These are the only elements required to get off the ground with JSON-AI. However, we’re interested in making a custom approach. So, let’s make this syntax a file, and introduce our own changes.
[5]:
with open("default.json", "w") as fp:
fp.write(default_json.to_json())
3) Build your own cleaner module¶
Let’s make a file called MyCustomCleaner.py
. To write this file, we will use lightwood.data.cleaner.cleaner
as inspiration.
The goal output of the cleaner is to provide pre-processing to your dataset - the output is only a pandas DataFrame. In theory, any pre-processing can be done here. However, data can be highly irregular - our default Cleaner
function has several main goals:
Strip away any identifier, etc. unwanted columns
Apply a cleaning function to each column in the dataset, according to that column’s data type
Standardize NaN values within each column for appropriate downstream treatment
You can choose to omit many of these details and completely write this module from scratch, but the easiest way to introduce your custom changes is to borrow the Cleaner
function, and add core changes in a custom block.
This can be done as follows
You can see individual cleaning functions in lightwood.data.cleaner
. If you want to entirely replace a cleaning technique given a particular data-type, we invite you to change lightwood.data.cleaner.get_cleaning_func
using the argument custom_cleaning_functions
; in this dictionary, for a datatype (specified in api.dtype
), you can assign your own function to override our defaults.
import re
from copy import deepcopy
import numpy as np
import pandas as pd
# For time-series
import datetime
from dateutil.parser import parse as parse_dt
from lightwood.api.dtype import dtype
from lightwood.helpers import text
from lightwood.helpers.log import log
from lightwood.api.types import TimeseriesSettings
from lightwood.helpers.numeric import can_be_nan_numeric
# Import NLTK for stopwords
import nltk
from nltk.corpus import stopwords
stop_words = set(stopwords.words("english"))
from typing import Dict, List, Optional, Tuple, Callable, Union
# Borrow functions from Lightwood's cleaner
from lightwood.data.cleaner import (
_remove_columns,
_get_columns_to_clean,
get_cleaning_func,
)
# Use for standardizing NaNs
VALUES_FOR_NAN_AND_NONE_IN_PANDAS = [np.nan, "nan", "NaN", "Nan", "None"]
def cleaner(
data: pd.DataFrame,
dtype_dict: Dict[str, str],
identifiers: Dict[str, str],
target: str,
mode: str,
timeseries_settings: TimeseriesSettings,
anomaly_detection: bool,
custom_cleaning_functions: Dict[str, str] = {},
) -> pd.DataFrame:
"""
The cleaner is a function which takes in the raw data, plus additional information about it's types and about the problem.
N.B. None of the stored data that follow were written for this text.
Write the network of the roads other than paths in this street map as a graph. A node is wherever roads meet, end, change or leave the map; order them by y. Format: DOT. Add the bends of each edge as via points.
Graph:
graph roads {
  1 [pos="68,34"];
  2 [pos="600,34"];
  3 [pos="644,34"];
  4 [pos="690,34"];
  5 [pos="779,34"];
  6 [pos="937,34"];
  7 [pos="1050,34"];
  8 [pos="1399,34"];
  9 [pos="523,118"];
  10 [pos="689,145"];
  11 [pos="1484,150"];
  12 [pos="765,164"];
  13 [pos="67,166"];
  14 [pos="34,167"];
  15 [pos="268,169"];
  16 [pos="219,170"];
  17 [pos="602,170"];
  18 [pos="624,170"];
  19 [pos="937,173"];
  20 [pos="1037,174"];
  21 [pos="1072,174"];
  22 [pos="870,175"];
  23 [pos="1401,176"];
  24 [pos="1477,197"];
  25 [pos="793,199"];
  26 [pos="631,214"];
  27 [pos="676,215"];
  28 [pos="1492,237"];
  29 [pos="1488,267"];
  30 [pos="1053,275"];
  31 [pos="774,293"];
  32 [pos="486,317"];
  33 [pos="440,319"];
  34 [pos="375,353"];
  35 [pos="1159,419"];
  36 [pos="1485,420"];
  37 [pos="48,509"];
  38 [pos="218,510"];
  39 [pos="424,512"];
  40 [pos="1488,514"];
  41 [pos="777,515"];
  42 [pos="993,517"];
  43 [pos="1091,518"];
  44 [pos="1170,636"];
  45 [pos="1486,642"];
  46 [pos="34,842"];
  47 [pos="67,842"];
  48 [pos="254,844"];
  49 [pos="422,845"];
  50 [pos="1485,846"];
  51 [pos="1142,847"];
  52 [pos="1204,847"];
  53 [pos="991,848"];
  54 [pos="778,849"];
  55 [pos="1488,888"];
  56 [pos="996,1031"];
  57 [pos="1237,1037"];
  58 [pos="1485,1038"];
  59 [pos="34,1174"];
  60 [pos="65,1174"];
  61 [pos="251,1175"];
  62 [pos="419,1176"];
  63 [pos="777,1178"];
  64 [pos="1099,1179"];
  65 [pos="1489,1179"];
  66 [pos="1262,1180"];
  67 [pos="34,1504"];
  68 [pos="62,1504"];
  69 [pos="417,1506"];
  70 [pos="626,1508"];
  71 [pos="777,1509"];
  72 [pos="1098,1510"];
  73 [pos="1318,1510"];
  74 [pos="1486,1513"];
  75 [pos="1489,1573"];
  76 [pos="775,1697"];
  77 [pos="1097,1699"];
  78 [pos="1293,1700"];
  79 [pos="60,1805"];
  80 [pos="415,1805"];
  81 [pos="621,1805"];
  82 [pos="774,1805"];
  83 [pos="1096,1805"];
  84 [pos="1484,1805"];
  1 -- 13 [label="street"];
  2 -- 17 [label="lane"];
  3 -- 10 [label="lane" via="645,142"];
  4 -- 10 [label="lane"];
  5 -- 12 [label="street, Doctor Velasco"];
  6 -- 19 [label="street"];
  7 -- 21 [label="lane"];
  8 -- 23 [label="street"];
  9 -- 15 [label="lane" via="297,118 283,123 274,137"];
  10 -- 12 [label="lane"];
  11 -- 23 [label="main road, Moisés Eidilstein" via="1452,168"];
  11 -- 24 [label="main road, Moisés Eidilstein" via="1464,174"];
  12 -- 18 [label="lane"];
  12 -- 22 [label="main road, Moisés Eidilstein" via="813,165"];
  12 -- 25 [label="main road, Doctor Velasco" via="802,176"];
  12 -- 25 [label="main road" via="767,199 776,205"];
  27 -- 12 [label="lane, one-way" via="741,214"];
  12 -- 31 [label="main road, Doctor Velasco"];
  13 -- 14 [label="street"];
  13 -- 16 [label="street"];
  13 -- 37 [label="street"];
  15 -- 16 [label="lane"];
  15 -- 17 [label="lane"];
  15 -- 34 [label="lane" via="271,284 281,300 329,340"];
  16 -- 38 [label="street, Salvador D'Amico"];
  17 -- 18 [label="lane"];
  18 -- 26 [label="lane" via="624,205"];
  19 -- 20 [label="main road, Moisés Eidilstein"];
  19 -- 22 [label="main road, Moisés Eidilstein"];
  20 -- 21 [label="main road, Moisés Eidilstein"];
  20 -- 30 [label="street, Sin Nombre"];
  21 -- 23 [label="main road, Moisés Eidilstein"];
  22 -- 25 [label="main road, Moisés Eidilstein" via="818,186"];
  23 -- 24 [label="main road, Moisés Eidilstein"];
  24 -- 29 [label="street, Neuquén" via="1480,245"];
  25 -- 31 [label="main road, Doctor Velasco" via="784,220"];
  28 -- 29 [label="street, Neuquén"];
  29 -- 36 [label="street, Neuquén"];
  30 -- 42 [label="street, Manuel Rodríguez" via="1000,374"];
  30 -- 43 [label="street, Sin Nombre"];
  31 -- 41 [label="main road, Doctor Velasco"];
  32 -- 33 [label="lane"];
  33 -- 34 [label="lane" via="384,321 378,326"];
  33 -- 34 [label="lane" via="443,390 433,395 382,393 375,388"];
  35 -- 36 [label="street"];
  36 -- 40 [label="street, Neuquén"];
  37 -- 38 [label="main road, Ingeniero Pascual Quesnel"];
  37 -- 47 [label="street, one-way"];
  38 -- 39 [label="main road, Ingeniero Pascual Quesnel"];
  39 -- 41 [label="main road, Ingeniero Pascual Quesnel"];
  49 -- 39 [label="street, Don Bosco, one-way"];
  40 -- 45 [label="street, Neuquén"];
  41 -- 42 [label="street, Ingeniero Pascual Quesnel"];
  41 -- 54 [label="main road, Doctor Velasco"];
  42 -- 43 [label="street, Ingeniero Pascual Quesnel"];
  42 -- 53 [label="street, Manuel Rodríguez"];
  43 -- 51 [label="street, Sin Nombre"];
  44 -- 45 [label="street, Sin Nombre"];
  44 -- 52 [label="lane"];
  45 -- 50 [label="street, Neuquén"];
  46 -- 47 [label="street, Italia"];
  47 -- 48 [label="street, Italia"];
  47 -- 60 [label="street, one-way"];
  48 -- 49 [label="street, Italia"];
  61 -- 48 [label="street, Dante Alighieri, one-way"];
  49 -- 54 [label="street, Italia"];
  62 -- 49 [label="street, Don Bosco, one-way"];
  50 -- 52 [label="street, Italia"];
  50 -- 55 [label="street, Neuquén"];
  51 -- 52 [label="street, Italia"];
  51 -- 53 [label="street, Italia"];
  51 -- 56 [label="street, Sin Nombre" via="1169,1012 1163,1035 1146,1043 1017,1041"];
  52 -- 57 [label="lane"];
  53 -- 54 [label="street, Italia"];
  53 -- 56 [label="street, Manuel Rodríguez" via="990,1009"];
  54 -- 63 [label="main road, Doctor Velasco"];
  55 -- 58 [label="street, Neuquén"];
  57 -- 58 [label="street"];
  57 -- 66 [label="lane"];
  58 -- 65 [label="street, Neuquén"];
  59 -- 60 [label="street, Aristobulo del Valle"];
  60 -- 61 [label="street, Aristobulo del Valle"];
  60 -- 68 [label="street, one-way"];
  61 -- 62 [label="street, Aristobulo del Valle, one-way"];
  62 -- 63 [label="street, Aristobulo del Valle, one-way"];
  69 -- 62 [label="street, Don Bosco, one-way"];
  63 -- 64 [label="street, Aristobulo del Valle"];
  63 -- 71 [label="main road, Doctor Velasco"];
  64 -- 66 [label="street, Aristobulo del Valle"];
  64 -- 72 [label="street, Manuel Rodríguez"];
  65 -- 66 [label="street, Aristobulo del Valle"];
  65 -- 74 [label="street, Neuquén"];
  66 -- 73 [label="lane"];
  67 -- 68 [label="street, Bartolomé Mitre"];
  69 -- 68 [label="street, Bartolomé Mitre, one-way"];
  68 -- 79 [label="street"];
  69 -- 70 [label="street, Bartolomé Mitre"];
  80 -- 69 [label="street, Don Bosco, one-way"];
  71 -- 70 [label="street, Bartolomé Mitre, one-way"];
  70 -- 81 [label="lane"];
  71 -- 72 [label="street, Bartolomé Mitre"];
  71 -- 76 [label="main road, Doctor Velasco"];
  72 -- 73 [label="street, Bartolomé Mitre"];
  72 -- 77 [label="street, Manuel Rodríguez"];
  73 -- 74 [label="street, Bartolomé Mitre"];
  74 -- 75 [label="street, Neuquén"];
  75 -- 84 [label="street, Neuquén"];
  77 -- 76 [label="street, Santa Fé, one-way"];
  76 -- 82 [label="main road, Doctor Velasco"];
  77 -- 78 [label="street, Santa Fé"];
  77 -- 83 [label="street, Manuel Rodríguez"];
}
Based on this it generates a "clean" representation of the data, where each column has an ideal standardized type and all malformed or otherwise missing or invalid elements are turned into ``None``
:param data: The raw data
:param dtype_dict: Type information for each column
:param identifiers: A dict containing all identifier typed columns
:param target: The target columns
:param mode: Can be "predict" or "train"
:param timeseries_settings: Timeseries related settings, only relevant for timeseries predictors, otherwise can be the default object
:param anomaly_detection: Are we detecting anomalies with this predictor?
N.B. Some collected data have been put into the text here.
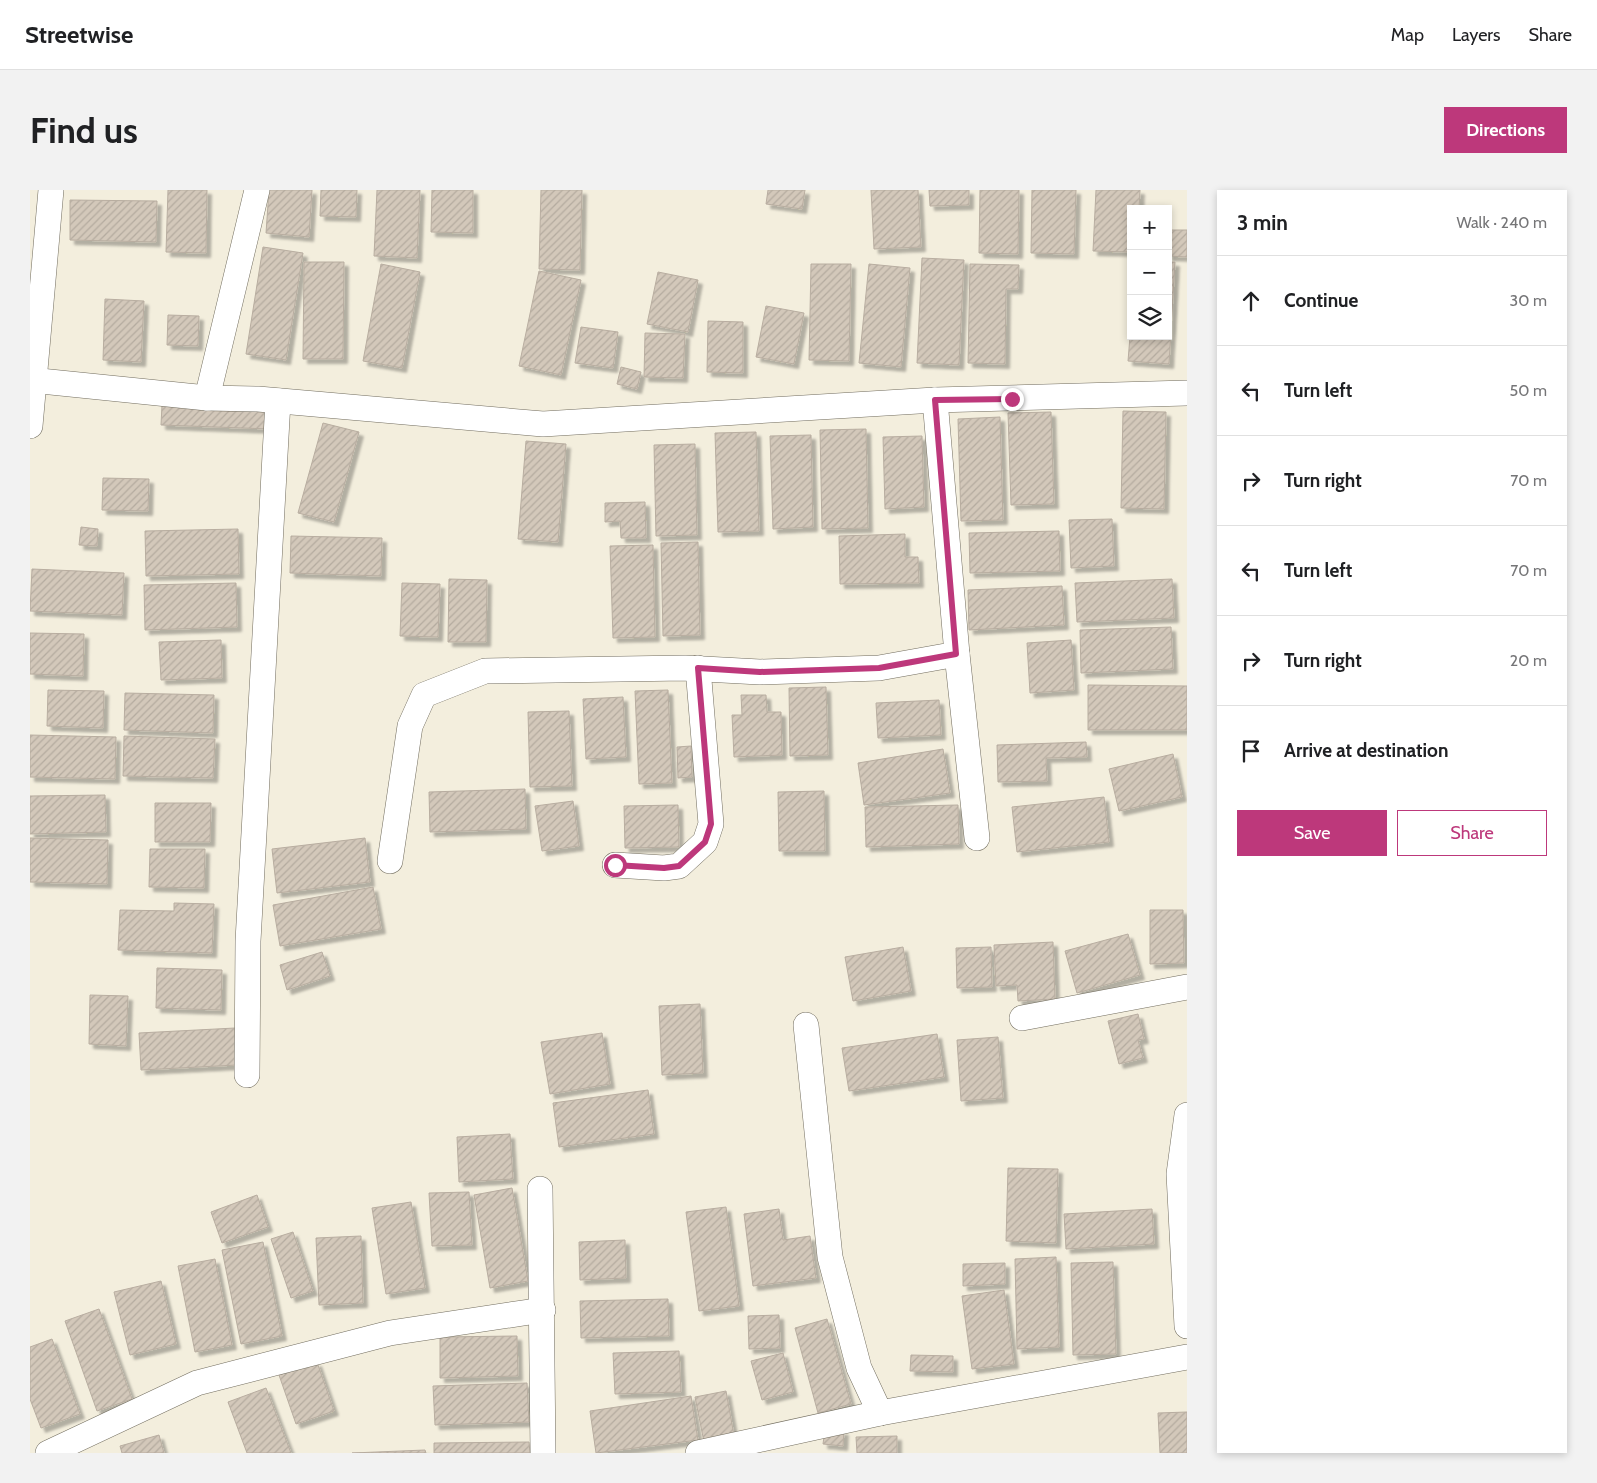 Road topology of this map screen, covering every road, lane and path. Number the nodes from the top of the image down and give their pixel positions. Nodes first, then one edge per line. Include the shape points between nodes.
1 (51, 190) edge
2 (257, 190) edge
3 (32, 380) edge
4 (1187, 392) edge
5 (207, 398) junction
6 (935, 400) junction
7 (278, 401) junction
8 (30, 426) edge
9 (956, 654) junction
10 (698, 668) junction
11 (977, 838) dead end
12 (390, 861) dead end
13 (615, 865) dead end
14 (1187, 987) edge
15 (1022, 1018) dead end
16 (806, 1025) dead end
17 (247, 1074) dead end
18 (1187, 1114) edge
19 (540, 1189) dead end
20 (543, 1310) junction
21 (1187, 1326) edge
22 (1187, 1357) edge
23 (880, 1413) junction
24 (48, 1453) edge
25 (544, 1453) edge
26 (698, 1453) edge

1 - 3 street
2 - 5 street
3 - 5 street
3 - 8 street
4 - 6 street
5 - 7 street
6 - 7 street via 543,424
6 - 9 street
7 - 17 street via 248,941
9 - 10 street via 879,668 760,672
9 - 11 street
10 - 12 street via 486,671 424,696 410,726
10 - 13 street via 711,824 705,842 679,866
14 - 15 street
16 - 23 street via 830,1257 859,1368
18 - 21 street via 1179,1174
19 - 20 street
20 - 24 street via 390,1333 196,1383
20 - 25 street
22 - 23 street
23 - 26 street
:returns: The cleaned data
""" # noqa
data = _remove_columns(
data,
identifiers,
target,
mode,
timeseries_settings,
anomaly_detection,
dtype_dict,
)
for col in _get_columns_to_clean(data, dtype_dict, mode, target):
log.info("Cleaning column =" + str(col))
# Get and apply a cleaning function for each data type
# If you want to customize the cleaner, it's likely you can to modify ``get_cleaning_func``
data[col] = data[col].apply(
get_cleaning_func(dtype_dict[col], custom_cleaning_functions)
)
# ------------------------ #
# INTRODUCE YOUR CUSTOM BLOCK
# If column data type is a text type, remove stop-words
if dtype_dict[col] in (dtype.rich_text, dtype.short_text):
data[col] = data[col].apply(
lambda x: " ".join(
[word for word in x.split() if word not in stop_words]
)
)
# Enforce numerical columns as non-negative
if dtype_dict[col] in (dtype.integer, dtype.float):
log.info("Converted " + str(col) + " into strictly non-negative")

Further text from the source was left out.